How Not to Give a FLOP: Combining Regularization and Structured Pruning

Overview

Published as arXiv:2003.13593, this project investigates the synergy between data-level regularization and structured filter pruning for efficient deep network inference. The central finding is that Cutout + Soft Filter Pruning achieves Pareto dominance over unpruned baselines — simultaneously improving accuracy by up to +2.03% while reducing FLOPs by ~15% across five ResNet depths (20/32/44/56/110) on CIFAR-10. The core insight is that regularization redistributes discriminative capacity more uniformly across filters, so that when the lowest-norm filters are zeroed by pruning, they are truly redundant rather than containing critical specialized features. The study evaluates a 5×6 experiment matrix (5 architectures × 6 configurations: baseline, Mixup-only, Cutout-only, pruning-only, Mixup+pruning, Cutout+pruning) totaling 30 experiments, revealing that Cutout+Pruning consistently outperforms Mixup+Pruning by 0.93–1.53%, despite Mixup being the stronger standalone regularizer. Implemented in PyTorch with PyTorch Lightning and Weights & Biases experiment tracking.

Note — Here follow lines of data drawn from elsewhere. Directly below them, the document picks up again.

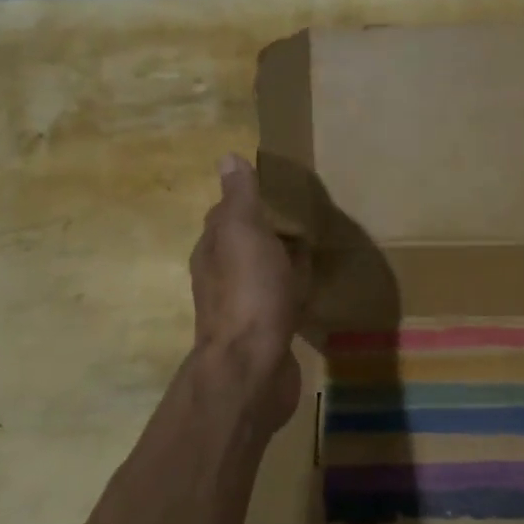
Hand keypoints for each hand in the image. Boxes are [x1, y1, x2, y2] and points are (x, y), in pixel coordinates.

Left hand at [191, 154, 307, 430]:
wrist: (253, 365)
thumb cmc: (250, 292)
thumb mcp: (244, 233)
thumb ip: (239, 199)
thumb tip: (228, 158)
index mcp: (212, 250)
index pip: (224, 216)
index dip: (246, 202)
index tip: (277, 192)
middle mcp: (220, 278)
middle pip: (242, 246)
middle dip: (266, 233)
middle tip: (301, 220)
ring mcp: (241, 308)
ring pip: (261, 274)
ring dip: (280, 263)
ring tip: (311, 251)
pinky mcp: (264, 333)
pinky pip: (279, 301)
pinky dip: (292, 291)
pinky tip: (311, 291)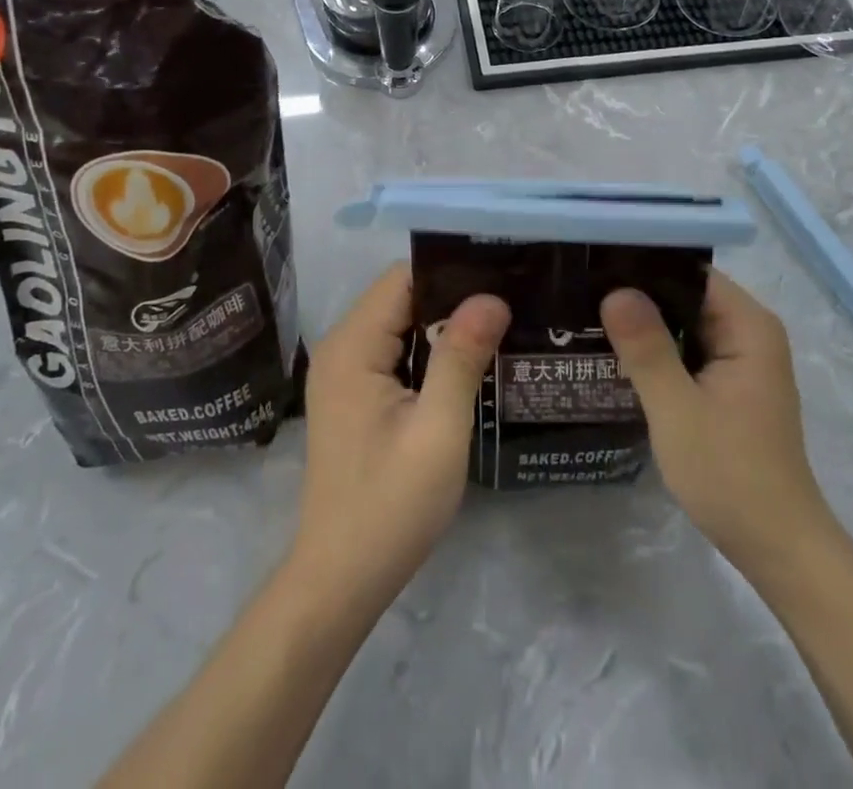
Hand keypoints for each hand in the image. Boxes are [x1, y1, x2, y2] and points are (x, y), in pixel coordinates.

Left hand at [292, 264, 509, 609]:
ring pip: (401, 323)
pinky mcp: (353, 394)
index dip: (452, 272)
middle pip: (402, 296)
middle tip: (512, 303)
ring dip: (444, 325)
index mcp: (353, 345)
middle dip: (454, 297)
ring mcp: (344, 372)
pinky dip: (429, 351)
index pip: (403, 278)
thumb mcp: (438, 431)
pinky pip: (395, 351)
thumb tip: (491, 296)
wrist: (341, 579)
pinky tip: (468, 362)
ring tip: (500, 326)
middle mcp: (341, 346)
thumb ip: (461, 357)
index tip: (502, 276)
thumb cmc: (390, 506)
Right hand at [601, 271, 833, 575]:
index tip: (596, 265)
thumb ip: (646, 347)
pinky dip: (657, 350)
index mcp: (748, 326)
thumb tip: (615, 290)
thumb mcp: (677, 409)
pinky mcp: (730, 385)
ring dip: (644, 324)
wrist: (778, 549)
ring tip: (586, 315)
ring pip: (684, 323)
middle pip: (686, 295)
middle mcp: (750, 333)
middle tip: (580, 292)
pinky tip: (616, 354)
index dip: (644, 265)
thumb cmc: (730, 475)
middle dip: (638, 294)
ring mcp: (741, 360)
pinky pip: (688, 350)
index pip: (690, 272)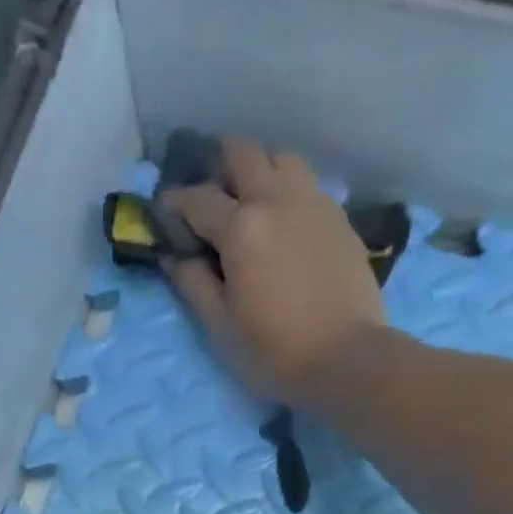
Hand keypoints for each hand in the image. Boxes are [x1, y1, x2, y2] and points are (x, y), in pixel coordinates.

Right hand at [162, 138, 387, 405]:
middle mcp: (277, 201)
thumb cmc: (276, 353)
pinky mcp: (341, 220)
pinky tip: (288, 227)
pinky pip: (310, 187)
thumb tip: (172, 256)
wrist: (347, 360)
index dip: (175, 203)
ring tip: (255, 206)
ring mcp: (314, 205)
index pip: (198, 198)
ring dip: (262, 172)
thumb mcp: (222, 328)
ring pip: (282, 160)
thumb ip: (193, 285)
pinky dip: (291, 194)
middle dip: (219, 167)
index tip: (165, 214)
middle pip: (243, 153)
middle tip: (213, 201)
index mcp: (241, 228)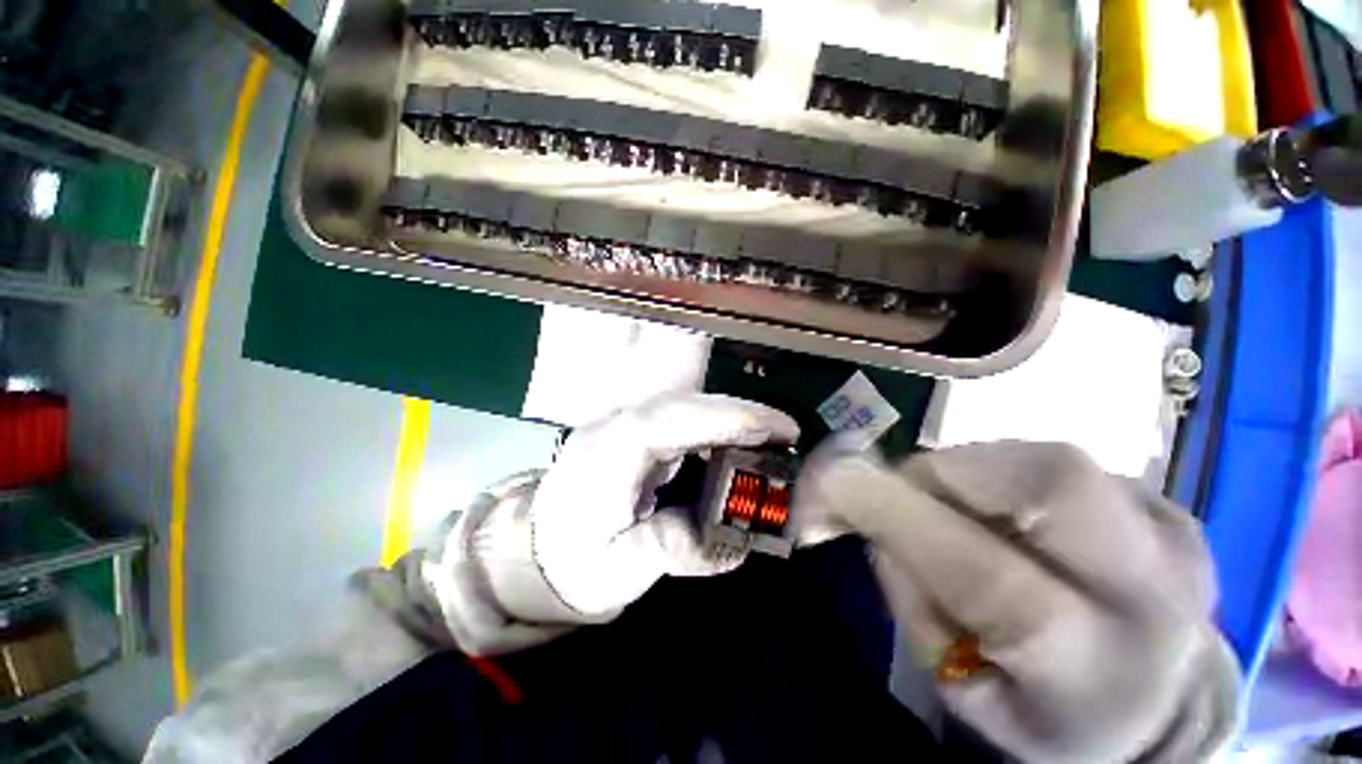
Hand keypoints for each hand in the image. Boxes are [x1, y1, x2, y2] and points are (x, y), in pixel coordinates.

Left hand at [532, 393, 798, 616]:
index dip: (733, 418)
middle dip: (741, 414)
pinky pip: (681, 422)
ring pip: (687, 408)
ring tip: (770, 441)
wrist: (532, 550)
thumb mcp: (616, 569)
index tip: (781, 429)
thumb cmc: (570, 562)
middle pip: (688, 404)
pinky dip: (714, 430)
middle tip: (787, 435)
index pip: (679, 418)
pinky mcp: (635, 435)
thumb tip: (734, 542)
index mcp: (613, 450)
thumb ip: (670, 548)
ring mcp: (626, 425)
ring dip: (730, 419)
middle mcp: (620, 425)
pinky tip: (735, 447)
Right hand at [793, 442, 1239, 762]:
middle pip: (1051, 485)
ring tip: (955, 507)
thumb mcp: (958, 687)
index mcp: (1092, 677)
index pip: (991, 581)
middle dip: (946, 470)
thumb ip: (908, 591)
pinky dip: (1005, 472)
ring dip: (970, 470)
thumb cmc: (1042, 712)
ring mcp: (1175, 540)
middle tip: (903, 490)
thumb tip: (864, 507)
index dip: (900, 515)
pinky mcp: (1169, 507)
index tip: (833, 478)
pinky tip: (1006, 512)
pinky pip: (1062, 462)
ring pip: (1050, 460)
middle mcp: (1155, 598)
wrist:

ResNet Architectures: CIFAR-Scale Family

All architectures follow He et al. (2015) with 3 stages, channel widths 16 → 32 → 64, and spatial resolutions 32×32 → 16×16 → 8×8. Each residual block uses two 3×3 convolutions with BatchNorm + ReLU and Option A shortcut connections (identity with zero-padding for dimension changes — no learnable projection parameters):

self.shortcut = LambdaLayer(lambda x:
    F.pad(x[:, :, ::2, ::2], (0, 0, 0, 0, planes//4, planes//4), "constant", 0))

Model	Blocks per Stage	Total Layers	Parameters	MFLOPs
ResNet-20	[3, 3, 3]	20	~0.27M	40.6
ResNet-32	[5, 5, 5]	32	~0.46M	68.9
ResNet-44	[7, 7, 7]	44	~0.66M	97.2
ResNet-56	[9, 9, 9]	56	~0.85M	125.5
ResNet-110	[18, 18, 18]	110	~1.73M	252.9

Initial layer: single 3×3 Conv2D (16 channels, no max pooling) → global average pooling → linear classifier. All weights initialized via Kaiming Normal (init.kaiming_normal_).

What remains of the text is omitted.